> Task instructions: Beginning with the line below that contains "cairo_image_surface_create(CAIRO_FORMAT_RGB24, 2037, 1660);" and ending with the line that contains "cairo_set_miter_limit(c, 4);", copy every line exactly. Copy nothing else.

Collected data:
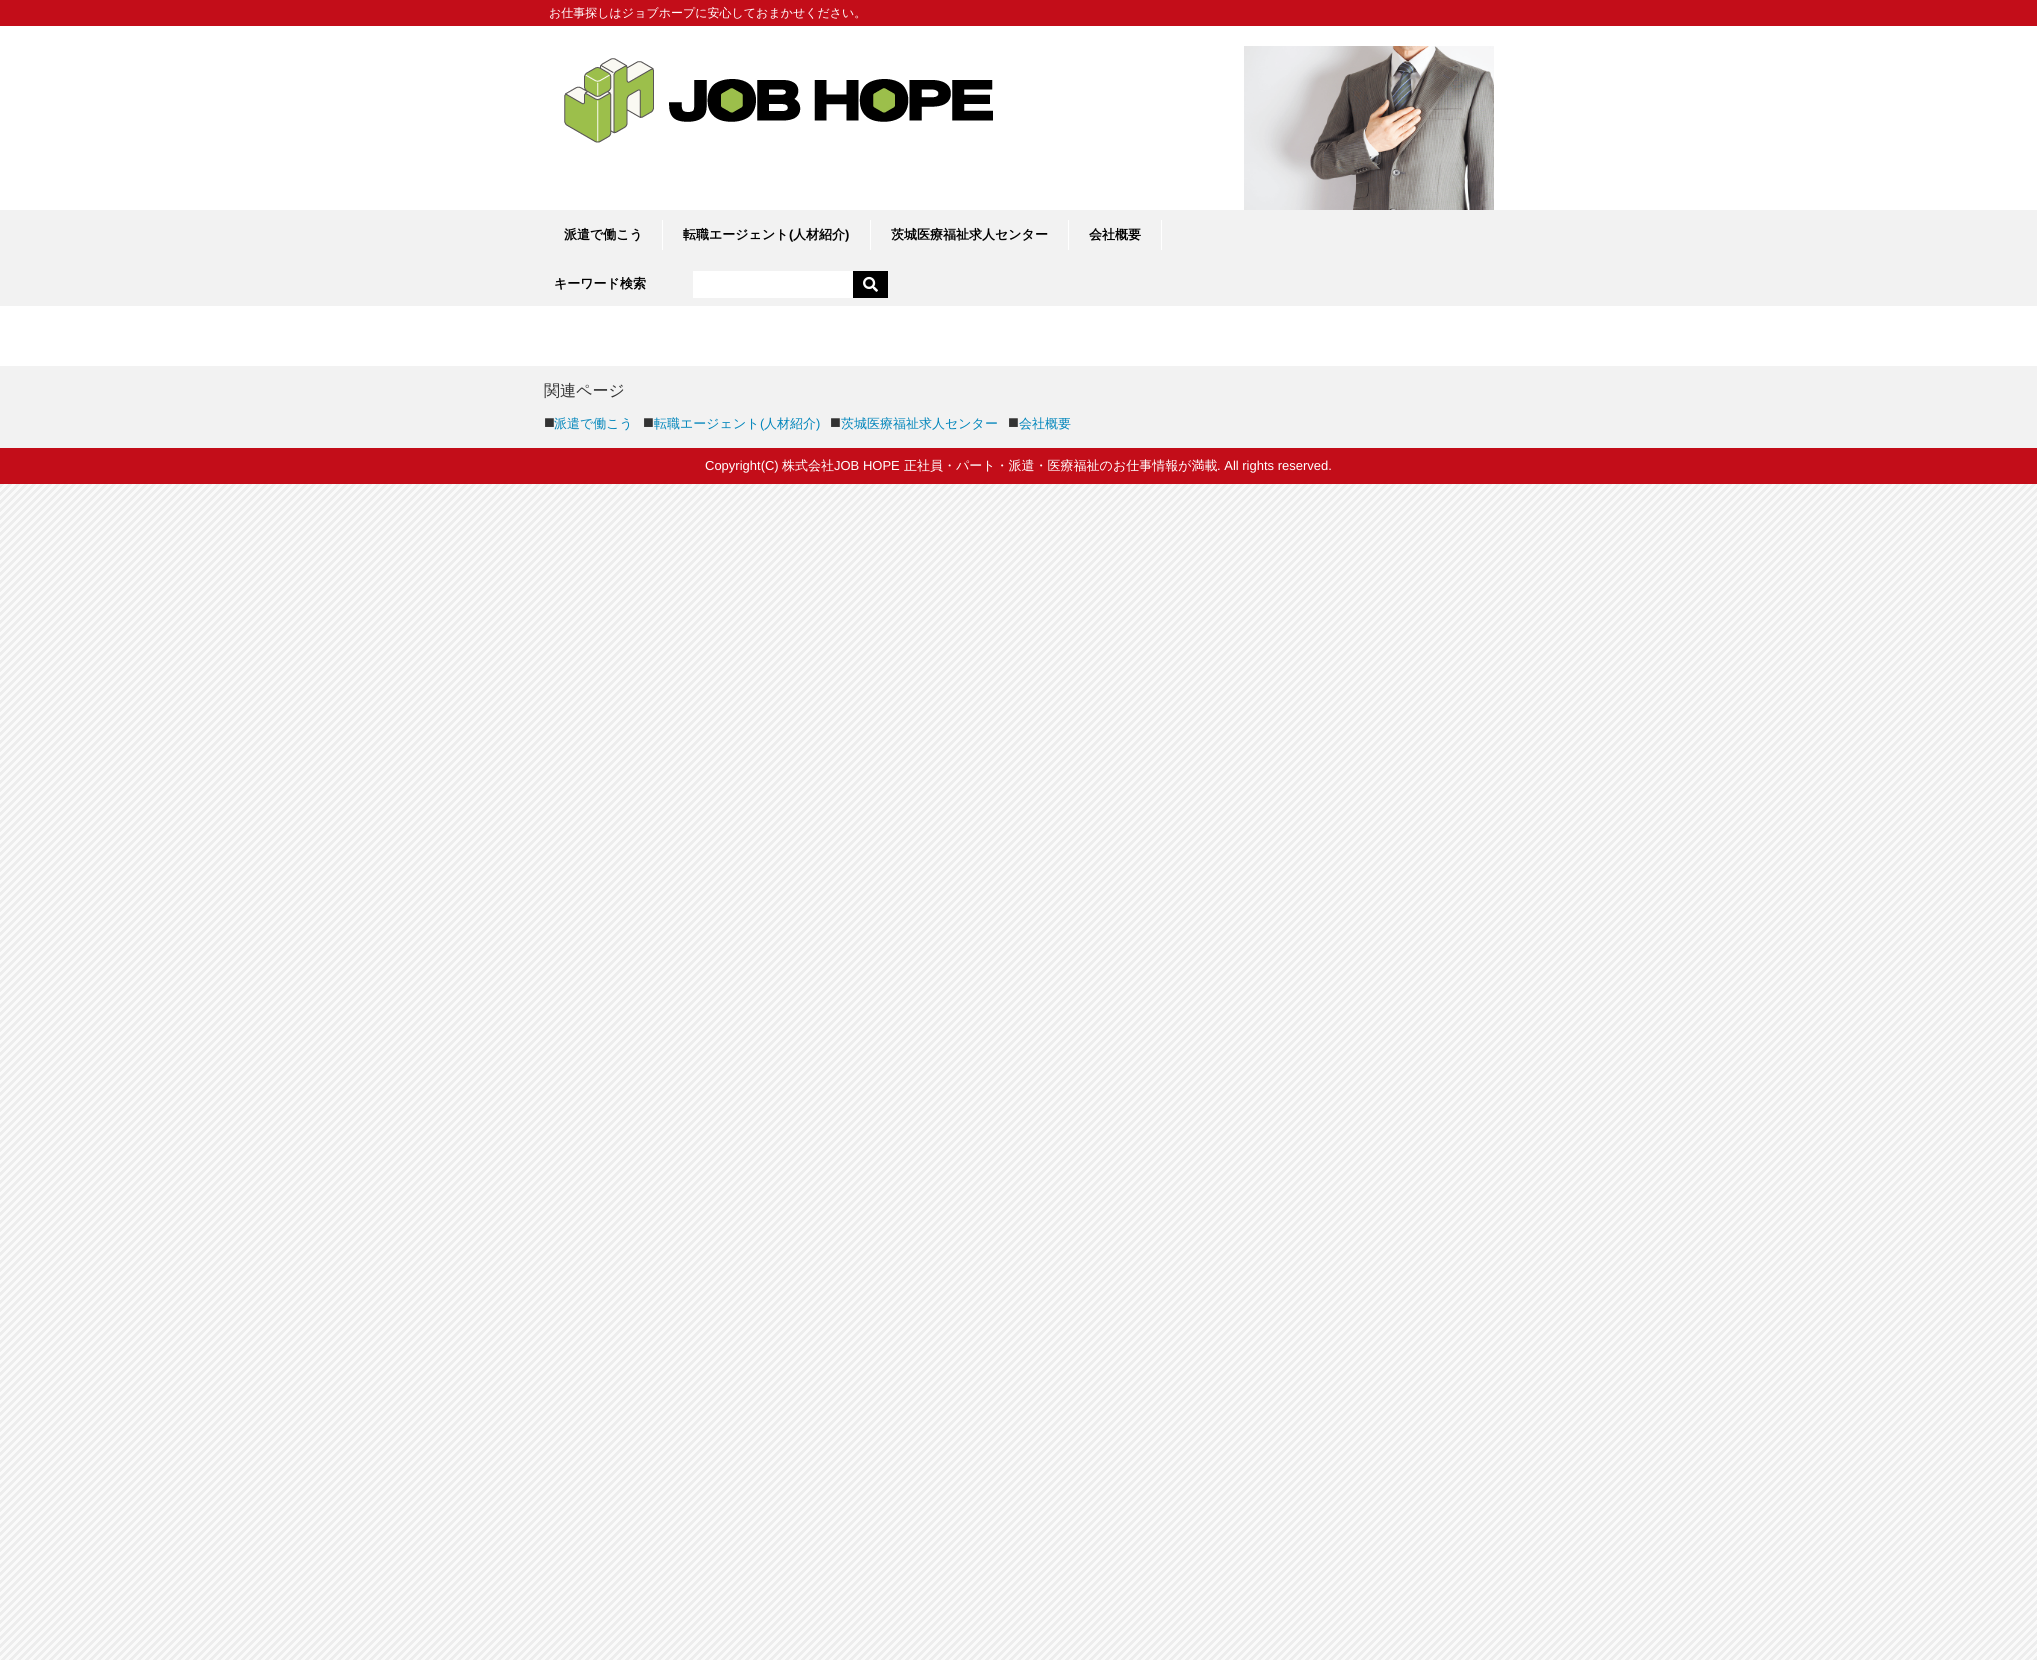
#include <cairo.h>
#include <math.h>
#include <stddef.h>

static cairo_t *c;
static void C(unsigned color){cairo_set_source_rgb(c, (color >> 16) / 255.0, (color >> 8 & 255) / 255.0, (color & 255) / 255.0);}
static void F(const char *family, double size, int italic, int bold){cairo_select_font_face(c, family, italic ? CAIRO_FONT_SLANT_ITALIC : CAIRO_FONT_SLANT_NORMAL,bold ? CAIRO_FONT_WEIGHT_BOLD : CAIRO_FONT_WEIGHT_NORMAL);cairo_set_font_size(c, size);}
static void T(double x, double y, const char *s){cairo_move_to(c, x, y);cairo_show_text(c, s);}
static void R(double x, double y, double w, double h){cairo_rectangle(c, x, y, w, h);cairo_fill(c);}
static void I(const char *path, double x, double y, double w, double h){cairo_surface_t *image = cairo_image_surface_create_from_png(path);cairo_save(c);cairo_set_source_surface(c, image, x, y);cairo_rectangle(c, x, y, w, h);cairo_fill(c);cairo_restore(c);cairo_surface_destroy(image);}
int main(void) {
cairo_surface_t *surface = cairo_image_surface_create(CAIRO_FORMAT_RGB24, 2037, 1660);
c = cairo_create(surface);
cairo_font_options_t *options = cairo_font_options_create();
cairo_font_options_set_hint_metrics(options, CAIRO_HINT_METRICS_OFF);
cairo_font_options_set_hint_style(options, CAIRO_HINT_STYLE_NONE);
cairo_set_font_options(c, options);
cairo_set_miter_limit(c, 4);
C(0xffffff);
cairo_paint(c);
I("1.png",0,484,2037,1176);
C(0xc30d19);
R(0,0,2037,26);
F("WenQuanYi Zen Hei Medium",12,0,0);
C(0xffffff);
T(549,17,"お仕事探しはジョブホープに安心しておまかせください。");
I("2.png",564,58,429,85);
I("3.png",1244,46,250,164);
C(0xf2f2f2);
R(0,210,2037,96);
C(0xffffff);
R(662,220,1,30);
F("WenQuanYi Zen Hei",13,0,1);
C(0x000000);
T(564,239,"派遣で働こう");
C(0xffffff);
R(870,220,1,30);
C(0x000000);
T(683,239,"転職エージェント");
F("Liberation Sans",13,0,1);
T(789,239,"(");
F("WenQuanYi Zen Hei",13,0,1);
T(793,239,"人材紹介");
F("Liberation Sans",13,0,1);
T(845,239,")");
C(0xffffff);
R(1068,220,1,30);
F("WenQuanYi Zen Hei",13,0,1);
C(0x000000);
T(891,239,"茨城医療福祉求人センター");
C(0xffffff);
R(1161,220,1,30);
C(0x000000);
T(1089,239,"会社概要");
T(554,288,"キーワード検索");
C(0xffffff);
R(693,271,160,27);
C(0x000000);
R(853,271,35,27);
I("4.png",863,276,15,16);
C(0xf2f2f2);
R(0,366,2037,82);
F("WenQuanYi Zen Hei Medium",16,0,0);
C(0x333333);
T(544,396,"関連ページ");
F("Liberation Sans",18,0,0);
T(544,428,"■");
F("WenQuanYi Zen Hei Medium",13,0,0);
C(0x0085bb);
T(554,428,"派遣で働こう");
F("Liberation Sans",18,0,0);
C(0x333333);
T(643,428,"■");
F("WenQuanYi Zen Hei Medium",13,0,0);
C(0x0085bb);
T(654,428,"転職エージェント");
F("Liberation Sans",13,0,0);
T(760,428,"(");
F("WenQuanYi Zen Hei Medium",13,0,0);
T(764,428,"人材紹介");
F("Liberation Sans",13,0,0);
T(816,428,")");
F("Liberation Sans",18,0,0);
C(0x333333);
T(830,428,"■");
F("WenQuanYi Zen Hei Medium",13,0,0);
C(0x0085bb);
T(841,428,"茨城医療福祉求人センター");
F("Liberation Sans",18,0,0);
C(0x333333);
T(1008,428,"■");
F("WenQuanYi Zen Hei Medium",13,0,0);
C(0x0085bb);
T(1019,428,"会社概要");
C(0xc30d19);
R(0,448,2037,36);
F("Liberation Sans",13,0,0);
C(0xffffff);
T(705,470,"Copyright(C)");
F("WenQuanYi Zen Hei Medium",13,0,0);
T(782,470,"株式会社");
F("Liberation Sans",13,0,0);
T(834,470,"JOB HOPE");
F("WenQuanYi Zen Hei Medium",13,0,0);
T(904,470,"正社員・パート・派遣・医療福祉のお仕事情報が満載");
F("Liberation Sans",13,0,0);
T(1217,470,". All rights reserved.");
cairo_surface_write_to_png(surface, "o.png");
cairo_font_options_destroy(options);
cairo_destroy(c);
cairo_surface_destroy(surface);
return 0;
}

> Task result:
cairo_surface_t *surface = cairo_image_surface_create(CAIRO_FORMAT_RGB24, 2037, 1660);
c = cairo_create(surface);
cairo_font_options_t *options = cairo_font_options_create();
cairo_font_options_set_hint_metrics(options, CAIRO_HINT_METRICS_OFF);
cairo_font_options_set_hint_style(options, CAIRO_HINT_STYLE_NONE);
cairo_set_font_options(c, options);
cairo_set_miter_limit(c, 4);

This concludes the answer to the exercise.